Shada shivered. That one she did know something about; a group of Mistryl had been involved on the defensive side of that conflict. Some of the stories she’d heard as a child from the survivors had given her nightmares. “I’m surprised he came back able to tell any stories at all,” she said.
“So was everyone else,” Karrde said. “The other four members of his crew never did return, in fact. But Car’das did. He suddenly reappeared two months later, settled back into control of his organization, and to all appearances life went back to normal.”
“But the appearances were wrong?”
“Very wrong,” Karrde agreed soberly. “It was quickly apparent to his inner circle that something serious had happened to him during those two months. He still had one of the best smuggling groups around, but suddenly he began pushing to make it one of the biggest, as well. He would move systematically into the territories of smaller groups and either buy them, absorb them, or destroy them, taking over their routes and clientele. Unlike the Hutts and other groups, he went for overall coverage rather than concentrated brute-force control, spreading himsel
f thinly out all over rather than trying to dominate any specific systems or sectors. In a few years, he was already on his way to having something that could someday rival even Jabba’s organization.”
“Didn’t anyone try to stop him?” Shada asked. “I can’t see the Hutts sitting by and letting him outflank them that way.”
“My dear Shada, everyone tried to stop him,” Karrde said darkly. “But he was almost literally unstoppable. Somewhere, somehow, he had developed a knack for guessing precisely what his opponents were planning against him, and he was often able to counter their attacks almost literally before they were launched.”
Shada thought back to the dozens of missions she’d gone on for the Mistryl, and the hours of painstaking research she’d had to put into learning her opponents’ strengths and weaknesses, weapons and strategies, allies and opponents. “A handy talent,” she murmured.
“Extremely handy,” Karrde agreed. “But even as his organization grew, Car’das himself began to change. He became—I don’t know. Moody, perhaps, inclined to flashes of screaming rage over little things that shouldn’t have bothered him at all, or brooding alone for hours on end over charts of the Empire. More significantly, perhaps, after years of vigorous youth, he seemed to be aging rapidly. Much faster than one would have thought normal or likely.
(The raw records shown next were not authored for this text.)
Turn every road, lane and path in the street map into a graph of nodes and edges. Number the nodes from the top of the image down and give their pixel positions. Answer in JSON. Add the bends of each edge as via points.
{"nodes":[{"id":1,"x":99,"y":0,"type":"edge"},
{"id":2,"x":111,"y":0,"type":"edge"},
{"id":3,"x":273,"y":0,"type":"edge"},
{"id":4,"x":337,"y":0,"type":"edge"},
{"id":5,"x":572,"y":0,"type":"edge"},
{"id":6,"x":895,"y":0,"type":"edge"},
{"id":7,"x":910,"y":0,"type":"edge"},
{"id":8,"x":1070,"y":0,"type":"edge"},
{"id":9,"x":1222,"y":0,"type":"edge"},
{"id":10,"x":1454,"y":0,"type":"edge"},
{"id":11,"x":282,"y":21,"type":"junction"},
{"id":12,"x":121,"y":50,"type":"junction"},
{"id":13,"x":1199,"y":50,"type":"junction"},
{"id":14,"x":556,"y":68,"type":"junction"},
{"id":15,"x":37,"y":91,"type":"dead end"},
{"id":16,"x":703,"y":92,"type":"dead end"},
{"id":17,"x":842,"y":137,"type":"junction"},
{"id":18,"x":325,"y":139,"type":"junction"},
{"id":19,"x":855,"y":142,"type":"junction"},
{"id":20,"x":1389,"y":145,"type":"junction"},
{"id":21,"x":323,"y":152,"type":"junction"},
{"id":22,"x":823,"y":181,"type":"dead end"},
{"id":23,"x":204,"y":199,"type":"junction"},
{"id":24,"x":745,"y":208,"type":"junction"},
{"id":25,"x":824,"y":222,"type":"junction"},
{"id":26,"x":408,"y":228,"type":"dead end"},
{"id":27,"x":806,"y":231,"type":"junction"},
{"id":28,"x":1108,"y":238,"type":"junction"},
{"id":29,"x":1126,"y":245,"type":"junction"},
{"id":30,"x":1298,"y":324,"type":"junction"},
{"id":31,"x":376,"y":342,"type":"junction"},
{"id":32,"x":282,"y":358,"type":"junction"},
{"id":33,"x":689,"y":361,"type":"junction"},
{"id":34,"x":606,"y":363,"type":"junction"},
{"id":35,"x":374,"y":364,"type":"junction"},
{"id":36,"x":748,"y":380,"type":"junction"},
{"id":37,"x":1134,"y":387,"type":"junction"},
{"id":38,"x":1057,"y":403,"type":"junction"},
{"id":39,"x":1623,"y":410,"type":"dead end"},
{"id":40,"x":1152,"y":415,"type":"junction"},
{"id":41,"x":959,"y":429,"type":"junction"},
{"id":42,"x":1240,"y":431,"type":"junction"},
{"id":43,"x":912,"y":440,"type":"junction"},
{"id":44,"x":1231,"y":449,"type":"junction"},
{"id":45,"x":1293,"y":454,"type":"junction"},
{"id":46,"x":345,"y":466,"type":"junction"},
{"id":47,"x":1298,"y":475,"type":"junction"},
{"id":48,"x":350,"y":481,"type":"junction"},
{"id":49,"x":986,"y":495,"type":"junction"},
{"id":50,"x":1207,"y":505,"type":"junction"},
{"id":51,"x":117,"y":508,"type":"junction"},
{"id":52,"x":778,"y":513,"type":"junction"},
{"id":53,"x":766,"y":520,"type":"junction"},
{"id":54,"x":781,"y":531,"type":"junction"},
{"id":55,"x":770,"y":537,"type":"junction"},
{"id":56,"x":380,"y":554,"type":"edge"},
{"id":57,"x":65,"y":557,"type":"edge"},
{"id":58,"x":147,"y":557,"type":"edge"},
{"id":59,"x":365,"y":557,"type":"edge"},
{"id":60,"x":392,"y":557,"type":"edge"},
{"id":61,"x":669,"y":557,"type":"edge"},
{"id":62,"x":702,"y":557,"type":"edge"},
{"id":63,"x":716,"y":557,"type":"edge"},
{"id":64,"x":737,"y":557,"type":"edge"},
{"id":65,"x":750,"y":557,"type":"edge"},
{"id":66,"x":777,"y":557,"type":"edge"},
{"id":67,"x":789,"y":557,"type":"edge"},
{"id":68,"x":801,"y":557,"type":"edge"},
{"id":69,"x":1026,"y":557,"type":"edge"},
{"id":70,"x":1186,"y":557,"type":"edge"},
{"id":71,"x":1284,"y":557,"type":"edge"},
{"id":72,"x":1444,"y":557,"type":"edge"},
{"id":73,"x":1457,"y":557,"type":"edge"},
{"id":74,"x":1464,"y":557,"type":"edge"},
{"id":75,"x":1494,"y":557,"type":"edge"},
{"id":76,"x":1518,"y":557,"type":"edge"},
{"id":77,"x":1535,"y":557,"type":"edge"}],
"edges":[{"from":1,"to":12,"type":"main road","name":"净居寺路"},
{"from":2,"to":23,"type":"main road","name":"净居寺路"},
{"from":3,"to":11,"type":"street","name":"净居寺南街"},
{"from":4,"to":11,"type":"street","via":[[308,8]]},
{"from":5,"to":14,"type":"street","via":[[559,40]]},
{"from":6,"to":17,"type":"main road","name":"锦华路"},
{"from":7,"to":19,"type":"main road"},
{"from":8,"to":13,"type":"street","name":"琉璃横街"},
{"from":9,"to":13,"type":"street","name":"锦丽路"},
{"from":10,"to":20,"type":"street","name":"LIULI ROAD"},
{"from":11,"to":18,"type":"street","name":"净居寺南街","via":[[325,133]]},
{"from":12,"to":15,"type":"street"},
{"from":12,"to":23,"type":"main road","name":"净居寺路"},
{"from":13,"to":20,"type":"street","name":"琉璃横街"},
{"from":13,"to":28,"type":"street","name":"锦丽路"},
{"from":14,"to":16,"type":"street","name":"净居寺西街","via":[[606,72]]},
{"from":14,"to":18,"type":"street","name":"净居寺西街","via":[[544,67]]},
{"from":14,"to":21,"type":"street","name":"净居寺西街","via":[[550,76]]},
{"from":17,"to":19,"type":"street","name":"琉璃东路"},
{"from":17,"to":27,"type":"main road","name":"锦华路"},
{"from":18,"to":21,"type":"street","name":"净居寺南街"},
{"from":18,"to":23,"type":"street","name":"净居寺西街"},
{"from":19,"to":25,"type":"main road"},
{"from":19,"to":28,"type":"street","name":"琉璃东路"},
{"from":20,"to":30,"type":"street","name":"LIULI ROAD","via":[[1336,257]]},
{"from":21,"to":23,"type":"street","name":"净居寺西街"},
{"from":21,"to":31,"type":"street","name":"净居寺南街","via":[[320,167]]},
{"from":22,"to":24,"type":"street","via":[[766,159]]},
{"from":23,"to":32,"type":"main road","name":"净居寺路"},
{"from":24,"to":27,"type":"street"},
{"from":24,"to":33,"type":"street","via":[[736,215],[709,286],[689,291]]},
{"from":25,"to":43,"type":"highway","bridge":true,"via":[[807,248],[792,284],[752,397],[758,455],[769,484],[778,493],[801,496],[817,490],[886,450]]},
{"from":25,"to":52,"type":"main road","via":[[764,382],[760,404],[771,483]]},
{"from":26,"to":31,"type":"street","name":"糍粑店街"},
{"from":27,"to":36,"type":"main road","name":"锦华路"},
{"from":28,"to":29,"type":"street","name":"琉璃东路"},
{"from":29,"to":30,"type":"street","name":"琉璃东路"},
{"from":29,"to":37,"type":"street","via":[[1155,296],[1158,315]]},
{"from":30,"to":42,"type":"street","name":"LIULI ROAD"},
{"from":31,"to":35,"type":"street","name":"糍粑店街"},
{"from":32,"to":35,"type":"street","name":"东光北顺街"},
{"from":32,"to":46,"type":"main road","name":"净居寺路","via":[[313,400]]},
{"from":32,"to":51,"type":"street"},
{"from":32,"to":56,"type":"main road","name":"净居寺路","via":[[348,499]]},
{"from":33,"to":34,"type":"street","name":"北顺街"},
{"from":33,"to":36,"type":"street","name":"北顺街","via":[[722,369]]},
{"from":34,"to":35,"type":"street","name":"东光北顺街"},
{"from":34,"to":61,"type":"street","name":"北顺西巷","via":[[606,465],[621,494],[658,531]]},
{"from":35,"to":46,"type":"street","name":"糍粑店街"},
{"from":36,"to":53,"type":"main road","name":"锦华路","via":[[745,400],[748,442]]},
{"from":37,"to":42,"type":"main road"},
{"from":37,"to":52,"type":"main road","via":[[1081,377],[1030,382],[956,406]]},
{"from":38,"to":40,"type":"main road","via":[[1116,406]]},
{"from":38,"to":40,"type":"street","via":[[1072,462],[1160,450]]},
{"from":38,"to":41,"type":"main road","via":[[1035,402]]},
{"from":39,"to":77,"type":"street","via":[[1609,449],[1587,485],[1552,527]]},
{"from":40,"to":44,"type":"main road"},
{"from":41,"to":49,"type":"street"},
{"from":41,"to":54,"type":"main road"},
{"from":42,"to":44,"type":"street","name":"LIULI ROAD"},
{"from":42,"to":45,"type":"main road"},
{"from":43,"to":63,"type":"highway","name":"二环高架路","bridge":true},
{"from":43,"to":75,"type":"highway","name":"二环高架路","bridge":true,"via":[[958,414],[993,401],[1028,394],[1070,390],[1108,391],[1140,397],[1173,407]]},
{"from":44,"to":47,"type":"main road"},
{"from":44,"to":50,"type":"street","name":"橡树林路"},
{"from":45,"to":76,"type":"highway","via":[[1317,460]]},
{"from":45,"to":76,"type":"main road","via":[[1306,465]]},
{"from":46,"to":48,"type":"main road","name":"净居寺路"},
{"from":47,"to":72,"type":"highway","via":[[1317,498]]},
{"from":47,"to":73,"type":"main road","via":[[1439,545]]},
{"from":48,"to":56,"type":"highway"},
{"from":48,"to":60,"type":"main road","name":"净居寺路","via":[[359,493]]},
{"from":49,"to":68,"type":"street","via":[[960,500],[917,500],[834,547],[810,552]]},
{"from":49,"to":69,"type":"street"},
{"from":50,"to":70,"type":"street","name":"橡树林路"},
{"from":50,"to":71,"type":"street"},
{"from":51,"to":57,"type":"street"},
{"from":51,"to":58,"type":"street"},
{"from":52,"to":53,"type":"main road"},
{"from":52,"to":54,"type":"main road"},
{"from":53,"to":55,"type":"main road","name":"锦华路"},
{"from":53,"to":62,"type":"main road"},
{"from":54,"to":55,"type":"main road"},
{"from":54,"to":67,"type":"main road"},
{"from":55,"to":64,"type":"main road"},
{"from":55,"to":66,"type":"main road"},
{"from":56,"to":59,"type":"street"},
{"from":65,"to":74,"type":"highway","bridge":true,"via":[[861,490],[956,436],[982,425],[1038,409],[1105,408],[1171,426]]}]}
“And then, one day, he got into his private ship, took off … and vanished.”
Shada frowned. “Vanished. You mean … vanished?”
“I mean disappeared from the known galaxy,” Karrde said. “He didn’t go near any of his people; didn’t contact any of his chief lieutenants; and if he was ever seen again by any of his enemies, they never announced the fact.”
“When was this?” Shada asked.
“Twenty years ago,” Karrde said. “At first there wasn’t too much concern—he’d gone off on occasional secret trips before. But after three months had gone by and he still hadn’t surfaced, his lieutenants began to talk about what they should do if he didn’t come back.”
“Let me guess,” Shada said. “They wanted to hold a vote and see which of them would take over.”